■ What you are asked to do:
The answer should be an exact copy of the data.

■ Information supplied:
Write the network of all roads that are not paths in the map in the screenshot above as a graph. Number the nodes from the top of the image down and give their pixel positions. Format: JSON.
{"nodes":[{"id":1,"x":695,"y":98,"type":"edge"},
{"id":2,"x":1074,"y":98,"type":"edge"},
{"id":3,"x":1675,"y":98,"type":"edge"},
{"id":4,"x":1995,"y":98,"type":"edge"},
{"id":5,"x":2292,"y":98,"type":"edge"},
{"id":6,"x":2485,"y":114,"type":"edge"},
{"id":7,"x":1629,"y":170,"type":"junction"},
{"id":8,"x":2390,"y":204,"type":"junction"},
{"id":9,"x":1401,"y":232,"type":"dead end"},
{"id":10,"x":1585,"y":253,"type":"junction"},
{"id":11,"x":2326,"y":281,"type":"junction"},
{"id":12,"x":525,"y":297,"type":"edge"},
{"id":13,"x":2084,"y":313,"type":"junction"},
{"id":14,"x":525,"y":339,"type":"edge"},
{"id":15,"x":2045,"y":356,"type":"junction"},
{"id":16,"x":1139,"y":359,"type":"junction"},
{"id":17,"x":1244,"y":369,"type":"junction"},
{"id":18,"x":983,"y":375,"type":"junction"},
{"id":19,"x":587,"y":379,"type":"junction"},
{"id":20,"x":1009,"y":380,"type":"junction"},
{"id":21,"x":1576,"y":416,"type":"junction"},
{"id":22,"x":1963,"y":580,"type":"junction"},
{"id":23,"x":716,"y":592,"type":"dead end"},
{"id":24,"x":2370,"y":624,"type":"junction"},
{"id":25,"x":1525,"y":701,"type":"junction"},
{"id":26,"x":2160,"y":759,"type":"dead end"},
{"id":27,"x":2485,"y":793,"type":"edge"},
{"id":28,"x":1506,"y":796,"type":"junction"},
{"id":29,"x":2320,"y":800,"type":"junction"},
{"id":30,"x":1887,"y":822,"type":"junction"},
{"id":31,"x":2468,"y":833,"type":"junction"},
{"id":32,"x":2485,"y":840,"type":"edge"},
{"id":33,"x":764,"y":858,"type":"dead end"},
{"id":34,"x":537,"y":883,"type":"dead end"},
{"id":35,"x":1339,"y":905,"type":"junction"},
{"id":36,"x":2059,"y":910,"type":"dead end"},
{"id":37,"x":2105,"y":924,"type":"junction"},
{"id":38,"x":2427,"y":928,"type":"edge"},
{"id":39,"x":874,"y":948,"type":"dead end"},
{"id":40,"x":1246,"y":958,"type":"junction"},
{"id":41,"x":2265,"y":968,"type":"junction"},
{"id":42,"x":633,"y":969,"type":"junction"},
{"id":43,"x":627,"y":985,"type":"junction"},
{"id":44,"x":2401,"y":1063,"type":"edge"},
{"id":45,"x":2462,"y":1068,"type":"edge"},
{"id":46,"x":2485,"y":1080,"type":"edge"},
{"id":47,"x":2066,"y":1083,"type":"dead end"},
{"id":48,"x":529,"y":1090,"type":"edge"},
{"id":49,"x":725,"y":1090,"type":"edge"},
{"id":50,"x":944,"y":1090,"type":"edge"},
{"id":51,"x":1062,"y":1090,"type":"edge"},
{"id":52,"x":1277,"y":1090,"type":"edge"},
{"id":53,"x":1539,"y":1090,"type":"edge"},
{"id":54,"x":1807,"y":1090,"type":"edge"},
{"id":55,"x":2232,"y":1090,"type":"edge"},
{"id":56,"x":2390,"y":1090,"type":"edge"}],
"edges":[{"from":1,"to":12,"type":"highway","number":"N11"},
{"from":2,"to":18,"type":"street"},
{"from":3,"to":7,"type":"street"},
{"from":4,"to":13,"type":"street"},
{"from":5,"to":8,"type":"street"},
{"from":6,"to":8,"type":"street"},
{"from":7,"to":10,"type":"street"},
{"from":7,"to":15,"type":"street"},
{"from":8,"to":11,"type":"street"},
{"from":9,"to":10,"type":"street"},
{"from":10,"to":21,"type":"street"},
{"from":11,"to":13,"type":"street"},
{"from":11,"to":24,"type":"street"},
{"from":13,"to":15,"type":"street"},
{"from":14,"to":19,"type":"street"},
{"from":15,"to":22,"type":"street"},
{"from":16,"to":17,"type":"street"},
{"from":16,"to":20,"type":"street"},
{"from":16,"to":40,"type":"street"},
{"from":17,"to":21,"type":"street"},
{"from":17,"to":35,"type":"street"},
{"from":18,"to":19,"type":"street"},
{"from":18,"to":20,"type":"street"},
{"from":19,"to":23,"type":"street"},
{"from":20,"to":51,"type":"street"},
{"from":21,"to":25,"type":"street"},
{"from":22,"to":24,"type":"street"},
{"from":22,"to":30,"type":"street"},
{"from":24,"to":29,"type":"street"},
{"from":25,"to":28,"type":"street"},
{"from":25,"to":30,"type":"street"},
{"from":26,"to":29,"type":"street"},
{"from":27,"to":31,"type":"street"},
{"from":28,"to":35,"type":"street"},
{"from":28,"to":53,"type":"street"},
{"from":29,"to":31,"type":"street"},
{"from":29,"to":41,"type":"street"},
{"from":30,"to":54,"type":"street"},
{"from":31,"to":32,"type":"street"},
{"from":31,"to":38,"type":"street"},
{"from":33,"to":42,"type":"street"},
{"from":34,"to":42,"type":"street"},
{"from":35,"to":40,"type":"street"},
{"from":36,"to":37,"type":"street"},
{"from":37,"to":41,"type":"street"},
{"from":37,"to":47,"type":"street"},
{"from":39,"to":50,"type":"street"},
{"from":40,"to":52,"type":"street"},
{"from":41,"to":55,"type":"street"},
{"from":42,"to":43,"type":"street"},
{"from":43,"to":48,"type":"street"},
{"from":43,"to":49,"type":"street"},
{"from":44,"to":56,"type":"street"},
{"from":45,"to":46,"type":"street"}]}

■ Result of the exercise:
Write the network of all roads that are not paths in the map in the screenshot above as a graph. Number the nodes from the top of the image down and give their pixel positions. Format: JSON.
{"nodes":[{"id":1,"x":695,"y":98,"type":"edge"},
{"id":2,"x":1074,"y":98,"type":"edge"},
{"id":3,"x":1675,"y":98,"type":"edge"},
{"id":4,"x":1995,"y":98,"type":"edge"},
{"id":5,"x":2292,"y":98,"type":"edge"},
{"id":6,"x":2485,"y":114,"type":"edge"},
{"id":7,"x":1629,"y":170,"type":"junction"},
{"id":8,"x":2390,"y":204,"type":"junction"},
{"id":9,"x":1401,"y":232,"type":"dead end"},
{"id":10,"x":1585,"y":253,"type":"junction"},
{"id":11,"x":2326,"y":281,"type":"junction"},
{"id":12,"x":525,"y":297,"type":"edge"},
{"id":13,"x":2084,"y":313,"type":"junction"},
{"id":14,"x":525,"y":339,"type":"edge"},
{"id":15,"x":2045,"y":356,"type":"junction"},
{"id":16,"x":1139,"y":359,"type":"junction"},
{"id":17,"x":1244,"y":369,"type":"junction"},
{"id":18,"x":983,"y":375,"type":"junction"},
{"id":19,"x":587,"y":379,"type":"junction"},
{"id":20,"x":1009,"y":380,"type":"junction"},
{"id":21,"x":1576,"y":416,"type":"junction"},
{"id":22,"x":1963,"y":580,"type":"junction"},
{"id":23,"x":716,"y":592,"type":"dead end"},
{"id":24,"x":2370,"y":624,"type":"junction"},
{"id":25,"x":1525,"y":701,"type":"junction"},
{"id":26,"x":2160,"y":759,"type":"dead end"},
{"id":27,"x":2485,"y":793,"type":"edge"},
{"id":28,"x":1506,"y":796,"type":"junction"},
{"id":29,"x":2320,"y":800,"type":"junction"},
{"id":30,"x":1887,"y":822,"type":"junction"},
{"id":31,"x":2468,"y":833,"type":"junction"},
{"id":32,"x":2485,"y":840,"type":"edge"},
{"id":33,"x":764,"y":858,"type":"dead end"},
{"id":34,"x":537,"y":883,"type":"dead end"},
{"id":35,"x":1339,"y":905,"type":"junction"},
{"id":36,"x":2059,"y":910,"type":"dead end"},
{"id":37,"x":2105,"y":924,"type":"junction"},
{"id":38,"x":2427,"y":928,"type":"edge"},
{"id":39,"x":874,"y":948,"type":"dead end"},
{"id":40,"x":1246,"y":958,"type":"junction"},
{"id":41,"x":2265,"y":968,"type":"junction"},
{"id":42,"x":633,"y":969,"type":"junction"},
{"id":43,"x":627,"y":985,"type":"junction"},
{"id":44,"x":2401,"y":1063,"type":"edge"},
{"id":45,"x":2462,"y":1068,"type":"edge"},
{"id":46,"x":2485,"y":1080,"type":"edge"},
{"id":47,"x":2066,"y":1083,"type":"dead end"},
{"id":48,"x":529,"y":1090,"type":"edge"},
{"id":49,"x":725,"y":1090,"type":"edge"},
{"id":50,"x":944,"y":1090,"type":"edge"},
{"id":51,"x":1062,"y":1090,"type":"edge"},
{"id":52,"x":1277,"y":1090,"type":"edge"},
{"id":53,"x":1539,"y":1090,"type":"edge"},
{"id":54,"x":1807,"y":1090,"type":"edge"},
{"id":55,"x":2232,"y":1090,"type":"edge"},
{"id":56,"x":2390,"y":1090,"type":"edge"}],
"edges":[{"from":1,"to":12,"type":"highway","number":"N11"},
{"from":2,"to":18,"type":"street"},
{"from":3,"to":7,"type":"street"},
{"from":4,"to":13,"type":"street"},
{"from":5,"to":8,"type":"street"},
{"from":6,"to":8,"type":"street"},
{"from":7,"to":10,"type":"street"},
{"from":7,"to":15,"type":"street"},
{"from":8,"to":11,"type":"street"},
{"from":9,"to":10,"type":"street"},
{"from":10,"to":21,"type":"street"},
{"from":11,"to":13,"type":"street"},
{"from":11,"to":24,"type":"street"},
{"from":13,"to":15,"type":"street"},
{"from":14,"to":19,"type":"street"},
{"from":15,"to":22,"type":"street"},
{"from":16,"to":17,"type":"street"},
{"from":16,"to":20,"type":"street"},
{"from":16,"to":40,"type":"street"},
{"from":17,"to":21,"type":"street"},
{"from":17,"to":35,"type":"street"},
{"from":18,"to":19,"type":"street"},
{"from":18,"to":20,"type":"street"},
{"from":19,"to":23,"type":"street"},
{"from":20,"to":51,"type":"street"},
{"from":21,"to":25,"type":"street"},
{"from":22,"to":24,"type":"street"},
{"from":22,"to":30,"type":"street"},
{"from":24,"to":29,"type":"street"},
{"from":25,"to":28,"type":"street"},
{"from":25,"to":30,"type":"street"},
{"from":26,"to":29,"type":"street"},
{"from":27,"to":31,"type":"street"},
{"from":28,"to":35,"type":"street"},
{"from":28,"to":53,"type":"street"},
{"from":29,"to":31,"type":"street"},
{"from":29,"to":41,"type":"street"},
{"from":30,"to":54,"type":"street"},
{"from":31,"to":32,"type":"street"},
{"from":31,"to":38,"type":"street"},
{"from":33,"to":42,"type":"street"},
{"from":34,"to":42,"type":"street"},
{"from":35,"to":40,"type":"street"},
{"from":36,"to":37,"type":"street"},
{"from":37,"to":41,"type":"street"},
{"from":37,"to":47,"type":"street"},
{"from":39,"to":50,"type":"street"},
{"from":40,"to":52,"type":"street"},
{"from":41,"to":55,"type":"street"},
{"from":42,"to":43,"type":"street"},
{"from":43,"to":48,"type":"street"},
{"from":43,"to":49,"type":"street"},
{"from":44,"to":56,"type":"street"},
{"from":45,"to":46,"type":"street"}]}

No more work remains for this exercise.